(SOURCE DATA)

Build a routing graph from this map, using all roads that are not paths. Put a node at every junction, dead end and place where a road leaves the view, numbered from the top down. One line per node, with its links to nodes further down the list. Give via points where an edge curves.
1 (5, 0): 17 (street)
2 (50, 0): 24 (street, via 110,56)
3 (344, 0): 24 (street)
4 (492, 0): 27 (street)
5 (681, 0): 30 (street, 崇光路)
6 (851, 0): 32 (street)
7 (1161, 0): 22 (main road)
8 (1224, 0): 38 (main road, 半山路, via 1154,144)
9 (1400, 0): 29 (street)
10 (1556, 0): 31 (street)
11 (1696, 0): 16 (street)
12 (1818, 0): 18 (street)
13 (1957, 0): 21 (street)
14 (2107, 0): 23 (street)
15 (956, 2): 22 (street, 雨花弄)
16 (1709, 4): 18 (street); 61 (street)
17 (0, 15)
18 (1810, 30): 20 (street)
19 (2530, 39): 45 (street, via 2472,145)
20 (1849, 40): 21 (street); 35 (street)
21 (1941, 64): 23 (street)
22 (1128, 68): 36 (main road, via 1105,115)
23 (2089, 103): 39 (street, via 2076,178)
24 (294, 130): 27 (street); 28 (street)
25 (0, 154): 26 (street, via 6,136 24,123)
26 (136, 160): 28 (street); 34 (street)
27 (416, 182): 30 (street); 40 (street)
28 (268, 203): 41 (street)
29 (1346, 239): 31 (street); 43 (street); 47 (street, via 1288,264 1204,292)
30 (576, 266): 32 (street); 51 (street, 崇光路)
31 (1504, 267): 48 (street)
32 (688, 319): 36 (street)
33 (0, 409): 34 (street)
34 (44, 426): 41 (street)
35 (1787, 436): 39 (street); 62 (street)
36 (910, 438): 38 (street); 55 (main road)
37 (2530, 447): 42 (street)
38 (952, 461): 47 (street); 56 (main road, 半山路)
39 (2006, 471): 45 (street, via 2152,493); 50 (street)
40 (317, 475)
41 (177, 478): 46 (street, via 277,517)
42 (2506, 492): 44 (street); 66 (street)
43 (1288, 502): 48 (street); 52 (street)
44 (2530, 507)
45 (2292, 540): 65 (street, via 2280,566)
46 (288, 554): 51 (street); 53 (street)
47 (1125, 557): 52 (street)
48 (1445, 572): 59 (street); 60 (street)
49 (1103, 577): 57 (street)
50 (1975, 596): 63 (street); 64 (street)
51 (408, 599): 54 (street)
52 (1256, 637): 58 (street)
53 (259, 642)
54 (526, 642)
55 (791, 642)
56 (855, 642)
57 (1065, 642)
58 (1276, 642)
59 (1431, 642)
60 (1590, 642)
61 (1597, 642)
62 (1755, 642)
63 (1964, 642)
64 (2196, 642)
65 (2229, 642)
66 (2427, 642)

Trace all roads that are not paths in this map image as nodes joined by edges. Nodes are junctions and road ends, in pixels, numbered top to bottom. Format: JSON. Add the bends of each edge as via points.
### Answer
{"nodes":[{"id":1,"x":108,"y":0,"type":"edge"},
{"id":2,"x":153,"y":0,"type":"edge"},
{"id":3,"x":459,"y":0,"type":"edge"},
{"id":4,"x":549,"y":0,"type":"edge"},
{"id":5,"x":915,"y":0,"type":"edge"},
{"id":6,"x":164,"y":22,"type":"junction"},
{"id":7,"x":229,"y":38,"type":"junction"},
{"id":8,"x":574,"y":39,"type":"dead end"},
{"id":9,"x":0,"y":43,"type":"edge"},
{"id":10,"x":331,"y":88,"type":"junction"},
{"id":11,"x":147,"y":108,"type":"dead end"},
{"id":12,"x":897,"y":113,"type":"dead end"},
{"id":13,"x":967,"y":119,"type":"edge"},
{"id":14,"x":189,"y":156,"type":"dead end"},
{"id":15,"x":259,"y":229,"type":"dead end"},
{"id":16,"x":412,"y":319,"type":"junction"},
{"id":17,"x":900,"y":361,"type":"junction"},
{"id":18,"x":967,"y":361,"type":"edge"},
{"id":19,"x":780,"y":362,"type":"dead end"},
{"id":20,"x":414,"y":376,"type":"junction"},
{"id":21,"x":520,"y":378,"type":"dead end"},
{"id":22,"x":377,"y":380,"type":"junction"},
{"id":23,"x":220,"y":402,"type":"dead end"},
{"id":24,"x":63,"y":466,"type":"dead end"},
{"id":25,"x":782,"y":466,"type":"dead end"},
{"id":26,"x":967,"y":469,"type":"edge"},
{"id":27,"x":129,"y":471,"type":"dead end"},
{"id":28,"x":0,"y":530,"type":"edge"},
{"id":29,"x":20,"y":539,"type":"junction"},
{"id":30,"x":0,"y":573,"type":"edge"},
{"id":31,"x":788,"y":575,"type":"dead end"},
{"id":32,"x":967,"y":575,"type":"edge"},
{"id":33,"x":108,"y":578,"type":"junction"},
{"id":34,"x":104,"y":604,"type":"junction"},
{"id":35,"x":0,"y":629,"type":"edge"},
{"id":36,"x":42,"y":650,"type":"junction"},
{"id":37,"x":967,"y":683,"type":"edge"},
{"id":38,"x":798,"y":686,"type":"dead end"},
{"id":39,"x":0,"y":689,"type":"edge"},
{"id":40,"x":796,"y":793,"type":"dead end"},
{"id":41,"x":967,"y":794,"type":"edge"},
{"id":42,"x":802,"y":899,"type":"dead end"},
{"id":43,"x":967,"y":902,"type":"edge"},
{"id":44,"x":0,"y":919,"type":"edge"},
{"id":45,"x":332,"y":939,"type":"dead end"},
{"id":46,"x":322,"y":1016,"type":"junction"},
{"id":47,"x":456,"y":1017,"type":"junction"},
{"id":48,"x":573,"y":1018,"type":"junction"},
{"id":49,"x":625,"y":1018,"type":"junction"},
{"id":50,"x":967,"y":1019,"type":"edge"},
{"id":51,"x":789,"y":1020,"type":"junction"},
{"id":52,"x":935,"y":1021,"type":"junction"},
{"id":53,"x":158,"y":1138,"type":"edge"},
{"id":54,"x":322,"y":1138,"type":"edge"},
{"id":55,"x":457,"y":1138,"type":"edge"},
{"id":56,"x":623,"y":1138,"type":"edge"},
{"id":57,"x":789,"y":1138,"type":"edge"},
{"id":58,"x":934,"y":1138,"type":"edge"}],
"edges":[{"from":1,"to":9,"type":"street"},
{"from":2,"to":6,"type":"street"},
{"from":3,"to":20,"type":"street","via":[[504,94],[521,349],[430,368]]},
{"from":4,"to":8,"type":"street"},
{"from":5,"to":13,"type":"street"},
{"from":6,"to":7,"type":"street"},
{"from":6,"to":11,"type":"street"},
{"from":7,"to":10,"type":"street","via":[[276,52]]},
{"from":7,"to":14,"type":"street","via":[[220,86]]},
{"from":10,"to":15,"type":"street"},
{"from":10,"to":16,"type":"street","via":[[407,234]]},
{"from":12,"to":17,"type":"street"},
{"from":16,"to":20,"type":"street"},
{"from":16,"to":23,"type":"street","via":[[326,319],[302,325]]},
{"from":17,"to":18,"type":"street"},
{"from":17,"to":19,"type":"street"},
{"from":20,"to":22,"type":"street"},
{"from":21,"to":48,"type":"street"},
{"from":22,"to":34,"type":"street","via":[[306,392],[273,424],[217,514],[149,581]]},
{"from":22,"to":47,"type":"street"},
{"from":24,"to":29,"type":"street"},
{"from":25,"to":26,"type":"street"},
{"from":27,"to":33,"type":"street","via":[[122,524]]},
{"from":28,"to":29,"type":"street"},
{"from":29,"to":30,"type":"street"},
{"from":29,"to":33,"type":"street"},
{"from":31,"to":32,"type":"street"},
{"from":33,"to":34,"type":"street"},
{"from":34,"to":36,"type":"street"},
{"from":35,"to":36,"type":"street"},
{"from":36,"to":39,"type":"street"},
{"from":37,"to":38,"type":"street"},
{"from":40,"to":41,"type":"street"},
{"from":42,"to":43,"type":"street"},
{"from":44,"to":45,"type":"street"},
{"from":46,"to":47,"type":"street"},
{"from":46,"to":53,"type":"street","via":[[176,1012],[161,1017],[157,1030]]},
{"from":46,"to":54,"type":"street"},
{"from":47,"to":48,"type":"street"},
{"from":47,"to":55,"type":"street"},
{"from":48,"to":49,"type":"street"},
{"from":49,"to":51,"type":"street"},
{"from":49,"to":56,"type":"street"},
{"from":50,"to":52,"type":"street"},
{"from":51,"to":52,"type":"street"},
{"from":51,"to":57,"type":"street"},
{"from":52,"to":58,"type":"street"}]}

(End SOURCE DATA)

TASK ITEM: Copy out every line of the entries where the string "that" shows up.

EXERCISE RESPONSE:
Build a routing graph from this map, using all roads that are not paths. Put a node at every junction, dead end and place where a road leaves the view, numbered from the top down. One line per node, with its links to nodes further down the list. Give via points where an edge curves.
Trace all roads that are not paths in this map image as nodes joined by edges. Nodes are junctions and road ends, in pixels, numbered top to bottom. Format: JSON. Add the bends of each edge as via points.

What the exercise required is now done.